• EXCERPTED RECORDS
=== Section Start ===
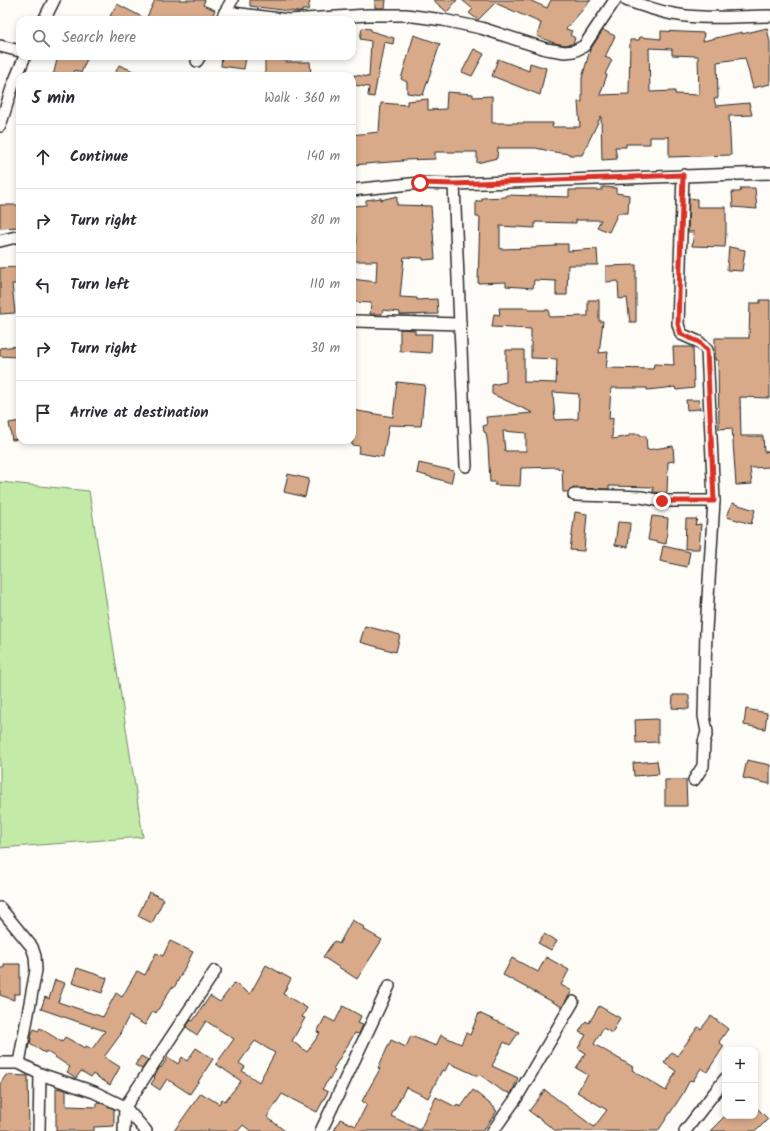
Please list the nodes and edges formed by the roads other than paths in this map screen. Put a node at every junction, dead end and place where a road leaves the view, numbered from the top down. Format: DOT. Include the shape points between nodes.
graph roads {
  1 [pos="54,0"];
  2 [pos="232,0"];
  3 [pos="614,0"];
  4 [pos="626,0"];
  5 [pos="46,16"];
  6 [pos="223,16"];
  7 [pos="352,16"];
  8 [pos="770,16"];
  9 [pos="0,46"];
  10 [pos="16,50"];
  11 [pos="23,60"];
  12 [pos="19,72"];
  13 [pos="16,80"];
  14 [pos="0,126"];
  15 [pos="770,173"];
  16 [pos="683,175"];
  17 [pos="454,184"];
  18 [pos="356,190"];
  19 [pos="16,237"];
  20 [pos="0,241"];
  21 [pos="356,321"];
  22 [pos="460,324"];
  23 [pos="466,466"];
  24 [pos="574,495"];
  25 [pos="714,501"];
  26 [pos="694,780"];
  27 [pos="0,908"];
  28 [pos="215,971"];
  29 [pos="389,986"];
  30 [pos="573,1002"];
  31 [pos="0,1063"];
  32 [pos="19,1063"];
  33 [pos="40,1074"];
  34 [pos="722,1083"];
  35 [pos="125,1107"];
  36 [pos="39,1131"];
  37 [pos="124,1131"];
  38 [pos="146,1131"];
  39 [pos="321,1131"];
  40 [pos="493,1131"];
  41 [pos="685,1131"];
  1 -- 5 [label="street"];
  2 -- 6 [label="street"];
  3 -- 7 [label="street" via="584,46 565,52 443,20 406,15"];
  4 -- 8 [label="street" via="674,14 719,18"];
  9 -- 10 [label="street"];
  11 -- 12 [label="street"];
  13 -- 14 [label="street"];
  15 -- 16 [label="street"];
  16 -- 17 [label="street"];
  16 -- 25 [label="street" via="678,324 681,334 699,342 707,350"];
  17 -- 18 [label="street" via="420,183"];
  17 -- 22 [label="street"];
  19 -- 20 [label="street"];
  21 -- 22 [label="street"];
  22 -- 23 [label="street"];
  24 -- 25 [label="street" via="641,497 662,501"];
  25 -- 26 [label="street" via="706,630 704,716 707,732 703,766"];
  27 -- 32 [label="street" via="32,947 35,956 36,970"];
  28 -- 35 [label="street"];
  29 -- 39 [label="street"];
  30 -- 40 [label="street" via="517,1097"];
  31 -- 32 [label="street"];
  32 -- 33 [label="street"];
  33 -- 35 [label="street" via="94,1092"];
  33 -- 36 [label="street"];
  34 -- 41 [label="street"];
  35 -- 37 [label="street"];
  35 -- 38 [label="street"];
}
=== Section End ===
• ASSIGNED TASK
Return an exact transcription of the entries above, excluding each image.

• RESULT OF THE TASK
Please list the nodes and edges formed by the roads other than paths in this map screen. Put a node at every junction, dead end and place where a road leaves the view, numbered from the top down. Format: DOT. Include the shape points between nodes.
graph roads {
  1 [pos="54,0"];
  2 [pos="232,0"];
  3 [pos="614,0"];
  4 [pos="626,0"];
  5 [pos="46,16"];
  6 [pos="223,16"];
  7 [pos="352,16"];
  8 [pos="770,16"];
  9 [pos="0,46"];
  10 [pos="16,50"];
  11 [pos="23,60"];
  12 [pos="19,72"];
  13 [pos="16,80"];
  14 [pos="0,126"];
  15 [pos="770,173"];
  16 [pos="683,175"];
  17 [pos="454,184"];
  18 [pos="356,190"];
  19 [pos="16,237"];
  20 [pos="0,241"];
  21 [pos="356,321"];
  22 [pos="460,324"];
  23 [pos="466,466"];
  24 [pos="574,495"];
  25 [pos="714,501"];
  26 [pos="694,780"];
  27 [pos="0,908"];
  28 [pos="215,971"];
  29 [pos="389,986"];
  30 [pos="573,1002"];
  31 [pos="0,1063"];
  32 [pos="19,1063"];
  33 [pos="40,1074"];
  34 [pos="722,1083"];
  35 [pos="125,1107"];
  36 [pos="39,1131"];
  37 [pos="124,1131"];
  38 [pos="146,1131"];
  39 [pos="321,1131"];
  40 [pos="493,1131"];
  41 [pos="685,1131"];
  1 -- 5 [label="street"];
  2 -- 6 [label="street"];
  3 -- 7 [label="street" via="584,46 565,52 443,20 406,15"];
  4 -- 8 [label="street" via="674,14 719,18"];
  9 -- 10 [label="street"];
  11 -- 12 [label="street"];
  13 -- 14 [label="street"];
  15 -- 16 [label="street"];
  16 -- 17 [label="street"];
  16 -- 25 [label="street" via="678,324 681,334 699,342 707,350"];
  17 -- 18 [label="street" via="420,183"];
  17 -- 22 [label="street"];
  19 -- 20 [label="street"];
  21 -- 22 [label="street"];
  22 -- 23 [label="street"];
  24 -- 25 [label="street" via="641,497 662,501"];
  25 -- 26 [label="street" via="706,630 704,716 707,732 703,766"];
  27 -- 32 [label="street" via="32,947 35,956 36,970"];
  28 -- 35 [label="street"];
  29 -- 39 [label="street"];
  30 -- 40 [label="street" via="517,1097"];
  31 -- 32 [label="street"];
  32 -- 33 [label="street"];
  33 -- 35 [label="street" via="94,1092"];
  33 -- 36 [label="street"];
  34 -- 41 [label="street"];
  35 -- 37 [label="street"];
  35 -- 38 [label="street"];
}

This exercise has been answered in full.